Of the entries below, return only those lines from the line with "pinky dip: (720, 337)" to the line with "thumb tip: (599, 395)", exactly, both included.
★ ★ ★
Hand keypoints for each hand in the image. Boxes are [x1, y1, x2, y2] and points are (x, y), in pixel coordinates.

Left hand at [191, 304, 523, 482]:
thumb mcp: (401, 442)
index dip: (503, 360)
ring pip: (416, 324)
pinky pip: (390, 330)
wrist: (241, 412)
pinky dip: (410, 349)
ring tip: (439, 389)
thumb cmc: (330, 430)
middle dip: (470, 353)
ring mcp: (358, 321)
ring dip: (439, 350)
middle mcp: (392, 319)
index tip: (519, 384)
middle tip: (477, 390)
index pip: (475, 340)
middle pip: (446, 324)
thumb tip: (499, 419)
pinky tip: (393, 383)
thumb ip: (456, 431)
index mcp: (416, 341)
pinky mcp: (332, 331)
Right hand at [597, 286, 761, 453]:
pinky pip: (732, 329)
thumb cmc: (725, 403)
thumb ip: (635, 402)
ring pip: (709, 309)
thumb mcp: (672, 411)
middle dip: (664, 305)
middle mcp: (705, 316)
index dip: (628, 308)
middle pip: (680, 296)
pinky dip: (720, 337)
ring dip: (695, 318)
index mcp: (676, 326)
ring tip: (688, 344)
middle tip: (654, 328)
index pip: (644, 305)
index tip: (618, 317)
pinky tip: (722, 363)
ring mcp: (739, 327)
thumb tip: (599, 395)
★ ★ ★
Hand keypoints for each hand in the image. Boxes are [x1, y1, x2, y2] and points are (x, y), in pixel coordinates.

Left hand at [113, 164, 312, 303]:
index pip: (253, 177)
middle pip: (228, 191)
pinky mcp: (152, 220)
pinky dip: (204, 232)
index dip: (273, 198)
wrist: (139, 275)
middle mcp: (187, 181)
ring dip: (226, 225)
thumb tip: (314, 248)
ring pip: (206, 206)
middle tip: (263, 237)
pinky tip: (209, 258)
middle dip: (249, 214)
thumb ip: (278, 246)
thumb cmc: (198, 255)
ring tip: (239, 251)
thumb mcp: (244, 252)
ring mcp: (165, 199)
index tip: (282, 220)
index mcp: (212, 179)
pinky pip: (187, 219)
★ ★ ★
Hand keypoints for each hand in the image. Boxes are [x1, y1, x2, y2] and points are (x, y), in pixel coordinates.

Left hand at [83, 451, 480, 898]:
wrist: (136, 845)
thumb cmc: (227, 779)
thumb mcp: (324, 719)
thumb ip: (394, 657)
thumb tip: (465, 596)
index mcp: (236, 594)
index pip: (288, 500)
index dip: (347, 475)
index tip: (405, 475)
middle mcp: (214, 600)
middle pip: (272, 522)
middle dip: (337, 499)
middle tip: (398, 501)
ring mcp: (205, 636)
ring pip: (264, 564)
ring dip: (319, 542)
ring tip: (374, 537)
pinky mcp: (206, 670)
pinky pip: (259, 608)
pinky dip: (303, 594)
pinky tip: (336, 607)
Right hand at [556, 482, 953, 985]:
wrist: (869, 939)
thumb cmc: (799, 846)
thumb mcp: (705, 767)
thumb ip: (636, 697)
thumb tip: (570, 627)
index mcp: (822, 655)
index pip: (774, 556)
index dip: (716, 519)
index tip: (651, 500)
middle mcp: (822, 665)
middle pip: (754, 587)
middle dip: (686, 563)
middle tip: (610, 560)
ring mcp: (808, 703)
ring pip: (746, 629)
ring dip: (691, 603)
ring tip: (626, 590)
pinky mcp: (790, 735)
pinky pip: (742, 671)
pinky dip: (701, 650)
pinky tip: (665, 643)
★ ★ ★
• SOLVED PROBLEM:
pinky dip: (720, 337)
ring dip: (695, 318)
index mcp: (676, 326)
ring tip: (688, 344)
middle tip: (654, 328)
index pip: (644, 305)
index tip: (618, 317)
pinky tip: (722, 363)
ring mcp: (739, 327)
thumb tip: (599, 395)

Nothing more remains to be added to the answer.